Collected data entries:
-=-=-=-=-
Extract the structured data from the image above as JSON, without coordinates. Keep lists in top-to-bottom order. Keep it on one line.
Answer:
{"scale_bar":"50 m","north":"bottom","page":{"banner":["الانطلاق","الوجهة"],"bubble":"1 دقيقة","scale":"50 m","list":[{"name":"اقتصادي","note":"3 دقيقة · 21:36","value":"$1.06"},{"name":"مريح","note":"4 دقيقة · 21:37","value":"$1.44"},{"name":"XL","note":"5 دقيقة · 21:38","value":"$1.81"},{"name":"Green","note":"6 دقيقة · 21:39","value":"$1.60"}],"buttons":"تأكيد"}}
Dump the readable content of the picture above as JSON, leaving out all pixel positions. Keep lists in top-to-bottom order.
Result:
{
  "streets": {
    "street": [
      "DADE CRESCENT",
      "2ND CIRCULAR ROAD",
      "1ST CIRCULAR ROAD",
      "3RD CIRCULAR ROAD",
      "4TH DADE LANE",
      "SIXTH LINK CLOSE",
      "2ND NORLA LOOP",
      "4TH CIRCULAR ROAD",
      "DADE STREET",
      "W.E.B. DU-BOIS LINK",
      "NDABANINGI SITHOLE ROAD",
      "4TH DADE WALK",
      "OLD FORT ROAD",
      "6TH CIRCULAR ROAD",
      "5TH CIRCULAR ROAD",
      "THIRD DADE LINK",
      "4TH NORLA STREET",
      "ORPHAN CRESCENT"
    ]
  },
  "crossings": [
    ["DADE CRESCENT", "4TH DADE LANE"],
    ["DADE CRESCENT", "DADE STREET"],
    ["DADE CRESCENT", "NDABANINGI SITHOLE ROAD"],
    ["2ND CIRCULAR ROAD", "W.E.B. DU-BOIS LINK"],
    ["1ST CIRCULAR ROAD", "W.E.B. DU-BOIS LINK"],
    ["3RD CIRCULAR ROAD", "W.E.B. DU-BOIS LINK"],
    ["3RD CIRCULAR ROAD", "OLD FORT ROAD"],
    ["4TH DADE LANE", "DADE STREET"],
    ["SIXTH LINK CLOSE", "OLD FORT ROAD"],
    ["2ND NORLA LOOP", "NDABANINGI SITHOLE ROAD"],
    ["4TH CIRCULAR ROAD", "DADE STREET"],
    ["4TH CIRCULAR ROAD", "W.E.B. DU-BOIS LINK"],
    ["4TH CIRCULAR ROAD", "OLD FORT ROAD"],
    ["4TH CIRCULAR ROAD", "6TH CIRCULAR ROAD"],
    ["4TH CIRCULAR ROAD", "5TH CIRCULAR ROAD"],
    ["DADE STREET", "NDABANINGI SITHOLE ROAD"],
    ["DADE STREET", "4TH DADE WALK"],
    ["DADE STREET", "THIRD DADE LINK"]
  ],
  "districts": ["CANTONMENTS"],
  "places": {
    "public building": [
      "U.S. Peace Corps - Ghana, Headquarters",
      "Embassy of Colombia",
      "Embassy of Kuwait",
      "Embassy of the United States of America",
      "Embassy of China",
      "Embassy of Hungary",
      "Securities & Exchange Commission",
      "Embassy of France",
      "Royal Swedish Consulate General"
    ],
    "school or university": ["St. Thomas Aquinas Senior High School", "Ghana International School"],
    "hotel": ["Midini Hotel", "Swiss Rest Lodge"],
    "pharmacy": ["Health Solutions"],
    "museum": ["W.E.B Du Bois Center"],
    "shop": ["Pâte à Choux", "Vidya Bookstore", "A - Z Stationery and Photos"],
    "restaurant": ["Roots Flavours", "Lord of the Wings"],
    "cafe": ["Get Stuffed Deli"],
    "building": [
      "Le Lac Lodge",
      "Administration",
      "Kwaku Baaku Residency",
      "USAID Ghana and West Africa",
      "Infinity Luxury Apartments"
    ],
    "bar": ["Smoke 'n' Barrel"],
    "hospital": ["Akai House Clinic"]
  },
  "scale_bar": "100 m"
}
-=-=-=-=-
▸ EXERCISE GOAL: Repeat every line of the data precisely.

▸ EXERCISE ANSWER:
Extract the structured data from the image above as JSON, without coordinates. Keep lists in top-to-bottom order. Keep it on one line.
Answer:
{"scale_bar":"50 m","north":"bottom","page":{"banner":["الانطلاق","الوجهة"],"bubble":"1 دقيقة","scale":"50 m","list":[{"name":"اقتصادي","note":"3 دقيقة · 21:36","value":"$1.06"},{"name":"مريح","note":"4 دقيقة · 21:37","value":"$1.44"},{"name":"XL","note":"5 دقيقة · 21:38","value":"$1.81"},{"name":"Green","note":"6 دقيقة · 21:39","value":"$1.60"}],"buttons":"تأكيد"}}
Dump the readable content of the picture above as JSON, leaving out all pixel positions. Keep lists in top-to-bottom order.
Result:
{
  "streets": {
    "street": [
      "DADE CRESCENT",
      "2ND CIRCULAR ROAD",
      "1ST CIRCULAR ROAD",
      "3RD CIRCULAR ROAD",
      "4TH DADE LANE",
      "SIXTH LINK CLOSE",
      "2ND NORLA LOOP",
      "4TH CIRCULAR ROAD",
      "DADE STREET",
      "W.E.B. DU-BOIS LINK",
      "NDABANINGI SITHOLE ROAD",
      "4TH DADE WALK",
      "OLD FORT ROAD",
      "6TH CIRCULAR ROAD",
      "5TH CIRCULAR ROAD",
      "THIRD DADE LINK",
      "4TH NORLA STREET",
      "ORPHAN CRESCENT"
    ]
  },
  "crossings": [
    ["DADE CRESCENT", "4TH DADE LANE"],
    ["DADE CRESCENT", "DADE STREET"],
    ["DADE CRESCENT", "NDABANINGI SITHOLE ROAD"],
    ["2ND CIRCULAR ROAD", "W.E.B. DU-BOIS LINK"],
    ["1ST CIRCULAR ROAD", "W.E.B. DU-BOIS LINK"],
    ["3RD CIRCULAR ROAD", "W.E.B. DU-BOIS LINK"],
    ["3RD CIRCULAR ROAD", "OLD FORT ROAD"],
    ["4TH DADE LANE", "DADE STREET"],
    ["SIXTH LINK CLOSE", "OLD FORT ROAD"],
    ["2ND NORLA LOOP", "NDABANINGI SITHOLE ROAD"],
    ["4TH CIRCULAR ROAD", "DADE STREET"],
    ["4TH CIRCULAR ROAD", "W.E.B. DU-BOIS LINK"],
    ["4TH CIRCULAR ROAD", "OLD FORT ROAD"],
    ["4TH CIRCULAR ROAD", "6TH CIRCULAR ROAD"],
    ["4TH CIRCULAR ROAD", "5TH CIRCULAR ROAD"],
    ["DADE STREET", "NDABANINGI SITHOLE ROAD"],
    ["DADE STREET", "4TH DADE WALK"],
    ["DADE STREET", "THIRD DADE LINK"]
  ],
  "districts": ["CANTONMENTS"],
  "places": {
    "public building": [
      "U.S. Peace Corps - Ghana, Headquarters",
      "Embassy of Colombia",
      "Embassy of Kuwait",
      "Embassy of the United States of America",
      "Embassy of China",
      "Embassy of Hungary",
      "Securities & Exchange Commission",
      "Embassy of France",
      "Royal Swedish Consulate General"
    ],
    "school or university": ["St. Thomas Aquinas Senior High School", "Ghana International School"],
    "hotel": ["Midini Hotel", "Swiss Rest Lodge"],
    "pharmacy": ["Health Solutions"],
    "museum": ["W.E.B Du Bois Center"],
    "shop": ["Pâte à Choux", "Vidya Bookstore", "A - Z Stationery and Photos"],
    "restaurant": ["Roots Flavours", "Lord of the Wings"],
    "cafe": ["Get Stuffed Deli"],
    "building": [
      "Le Lac Lodge",
      "Administration",
      "Kwaku Baaku Residency",
      "USAID Ghana and West Africa",
      "Infinity Luxury Apartments"
    ],
    "bar": ["Smoke 'n' Barrel"],
    "hospital": ["Akai House Clinic"]
  },
  "scale_bar": "100 m"
}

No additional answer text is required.